Acórdão do Tribunal da Relação do Porto de 27.03.2017 (Carlos Querido)

Sumário: I – O prazo de prescrição extintiva previsto no artigo 10.º da lei n.º 23/96, de 26/07, tem natureza excecional, justificado pela intenção do legislador, de estabelecer um regime específico de proteção dos utentes de alguns serviços, que são essenciais para a vida e para a participação e integração social, entre os quais se destaca o serviço de fornecimento de água e de energia (artigo 1.º, n.º 2, alíneas a) e b), do citado diploma legal).

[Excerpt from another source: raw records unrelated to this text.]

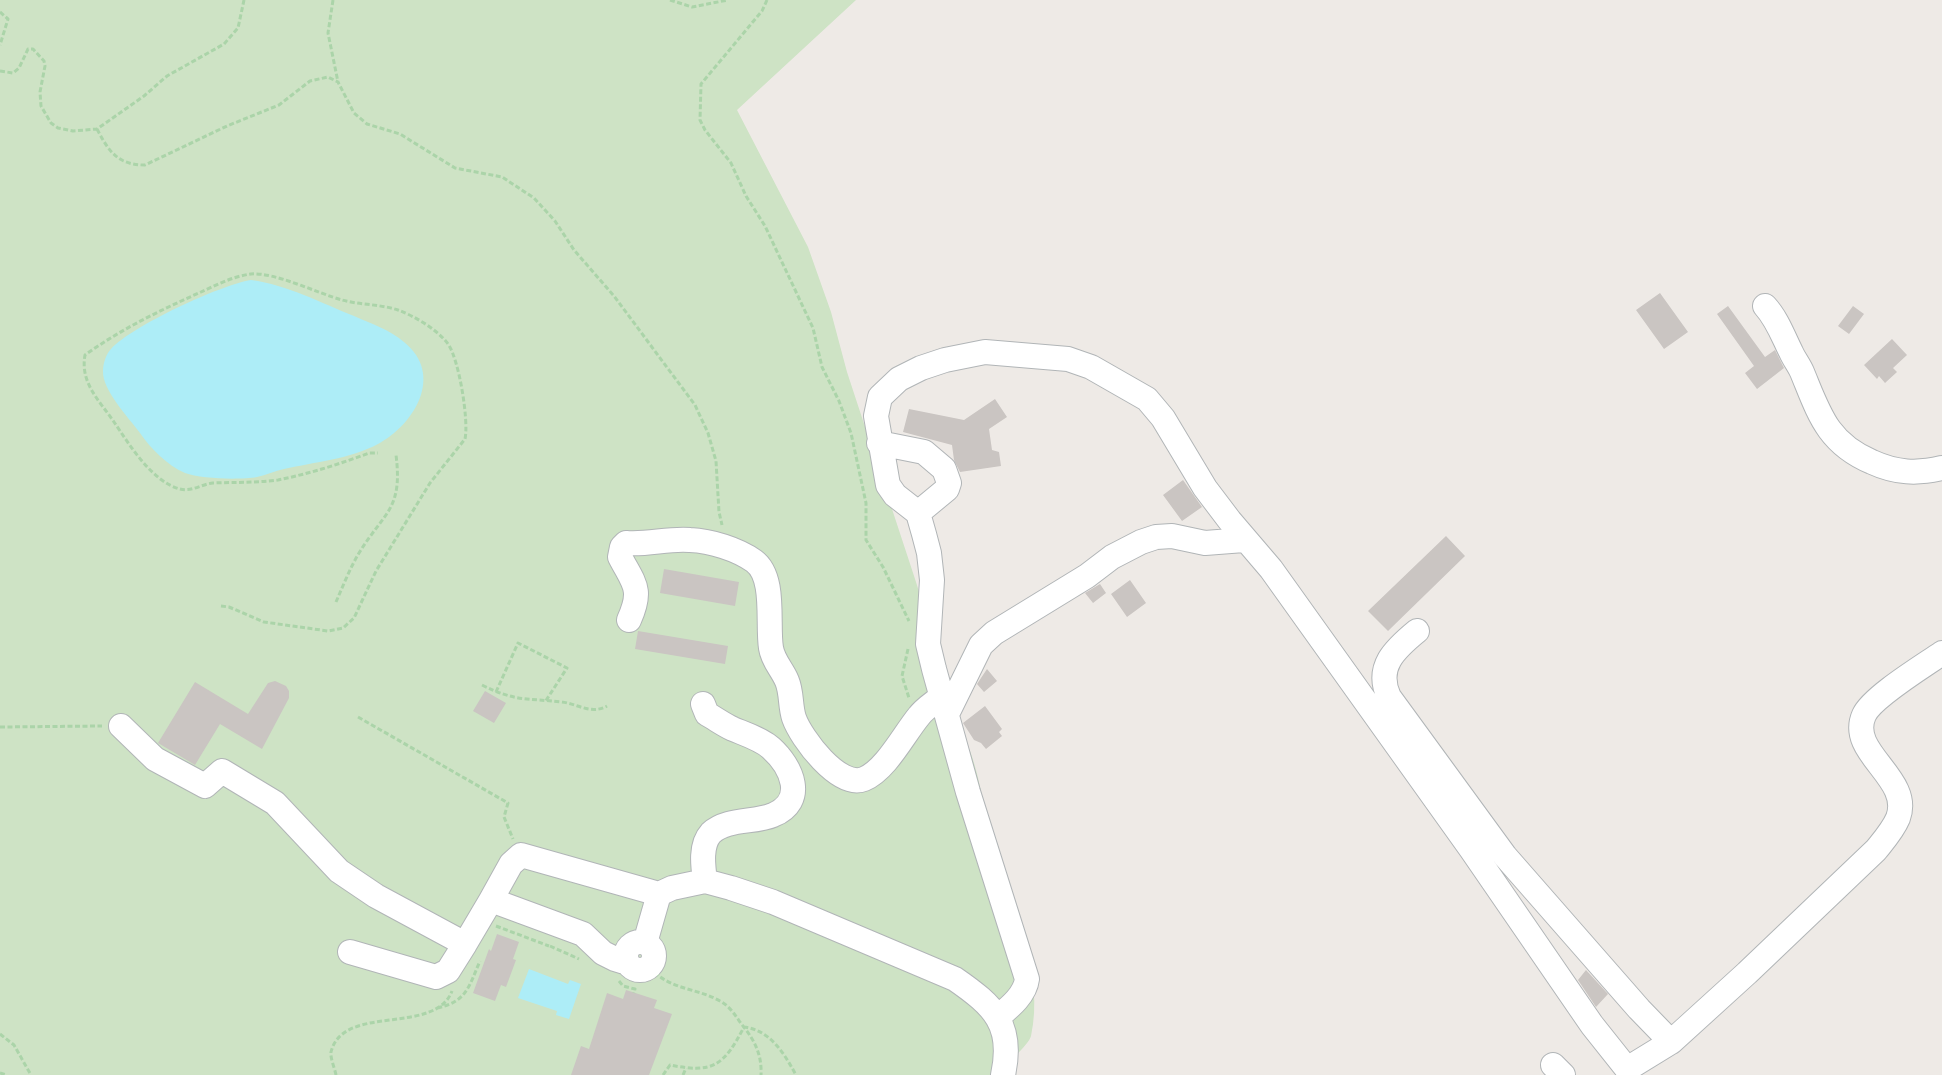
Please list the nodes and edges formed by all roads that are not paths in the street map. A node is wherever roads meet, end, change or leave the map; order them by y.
1 (1765, 306) dead end
2 (879, 443) junction
3 (1942, 468) edge
4 (918, 512) junction
5 (1244, 540) junction
6 (629, 620) dead end
7 (1417, 631) dead end
8 (1942, 653) edge
9 (703, 704) dead end
10 (944, 705) junction
11 (120, 726) road end
12 (705, 881) junction
13 (659, 894) junction
14 (491, 900) junction
15 (474, 950) junction
16 (350, 952) dead end
17 (1589, 952) junction
18 (1562, 979) junction
19 (998, 1017) junction
20 (1671, 1042) junction
21 (1624, 1072) edge
22 (1003, 1075) edge

1 - 3 street
2 - 4 street
2 - 4 street
2 - 5 street
4 - 10 street
5 - 10 street
5 - 18 street
6 - 10 street
7 - 17 street
8 - 20 street
9 - 12 street
10 - 19 street
11 - 15 street
12 - 13 street
12 - 19 street
13 - 14 street
13 - 14 street
14 - 15 street
15 - 16 street
17 - 18 street
17 - 20 street
18 - 21 street
19 - 22 street
20 - 21 street

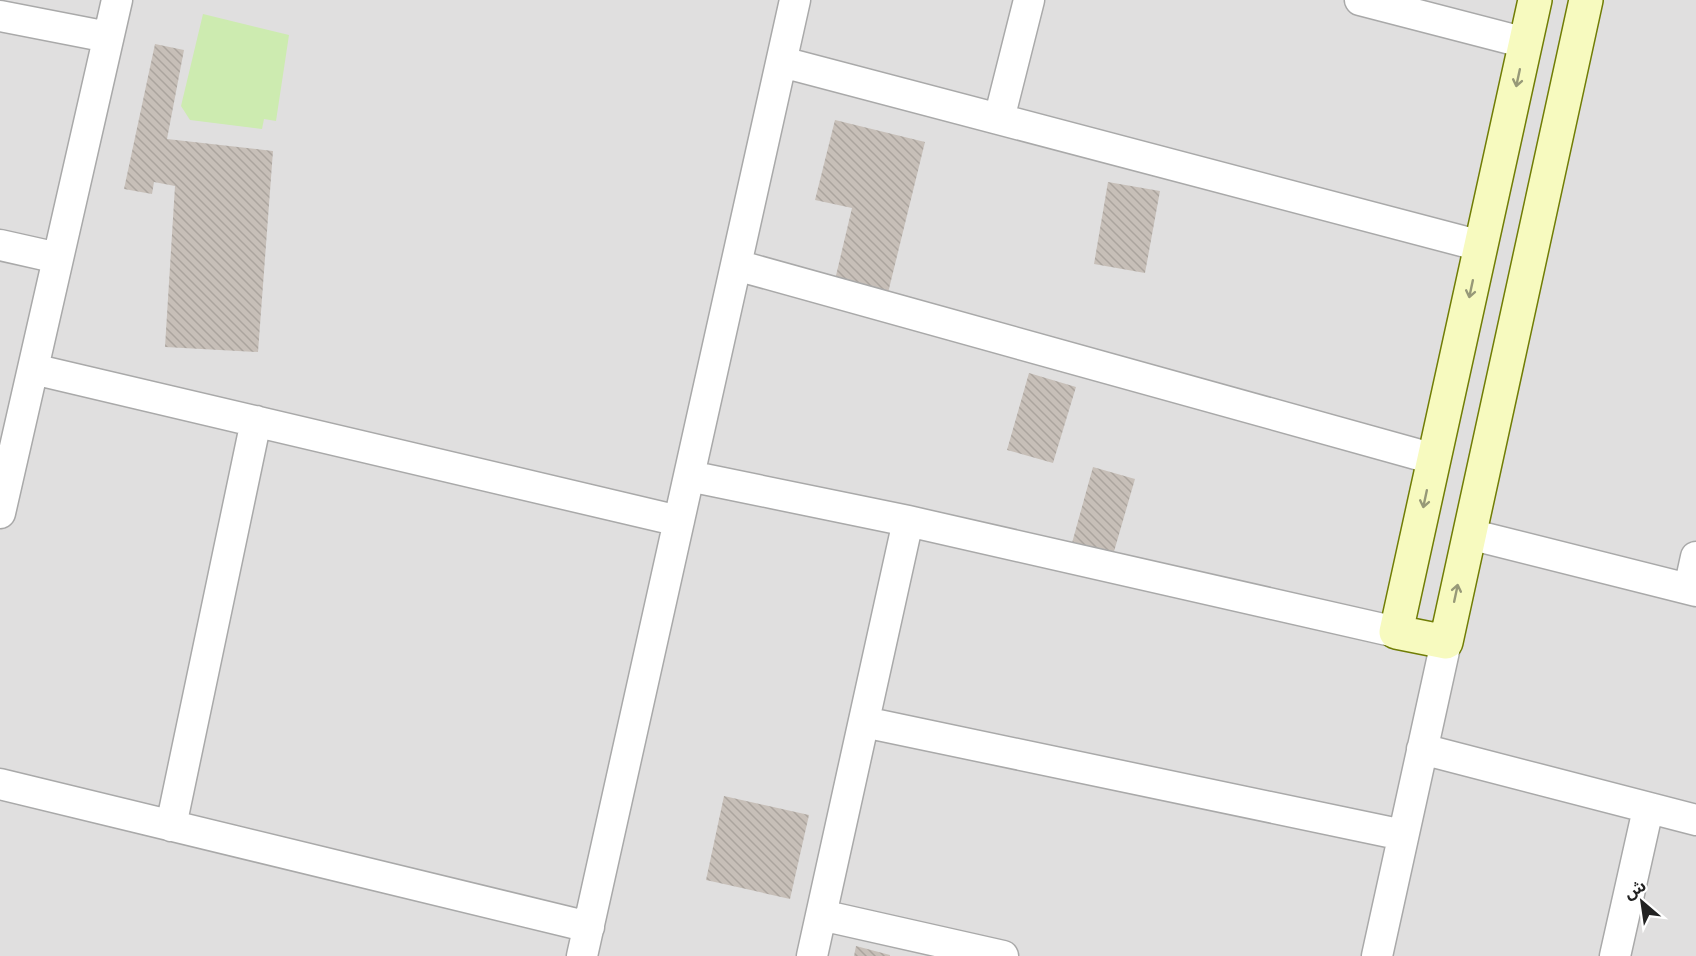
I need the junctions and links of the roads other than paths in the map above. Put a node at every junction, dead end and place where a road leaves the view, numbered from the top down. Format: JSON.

II – Provando-se que o contador de energia fora manipulado, de forma a que na tampa de bornes, que se encontrava desselada, onde se encontram as ligações, havia duas fases que não registavam a energia efetivamente consumida, e que devido à referida manipulação a energia era captada a montante do aparelho de medição, presume-se que tal facto é imputável ao consumidor, nos termos do n.º 2 do art.º 1.º do DL 328/90, de 22/10.

III – O valor da fatura referente ao período de contagem irregular de energia tem a natureza de ressarcimento, nos termos da alínea b) do n.º 1 do art.º 3.º do citado DL 328/90, de 22/10, correspondendo: ao valor do consumo irregularmente feito, das despesas inerentes à verificação e eliminação da fraude, e dos juros.

IV – A obrigação de ressarcir ou de indemnizar destina-se a remover ou reparar um dano ou prejuízo sofrido por outrem, nada tendo a ver com o normal pagamento do “preço do serviço prestado” a que expressamente se refere a previsão legal do n.º 1 do artigo 10.º da Lei n.º 23/96, de 26.07.

V – Decorre do exposto, que à fatura referente ao período de contagem irregular de energia não é aplicável o prazo prescricional previsto no artigo 10.º da lei n.º 23/96, de 26/07, mas antes o que se prevê no n.º 1 do artigo 498.º do Código Civil.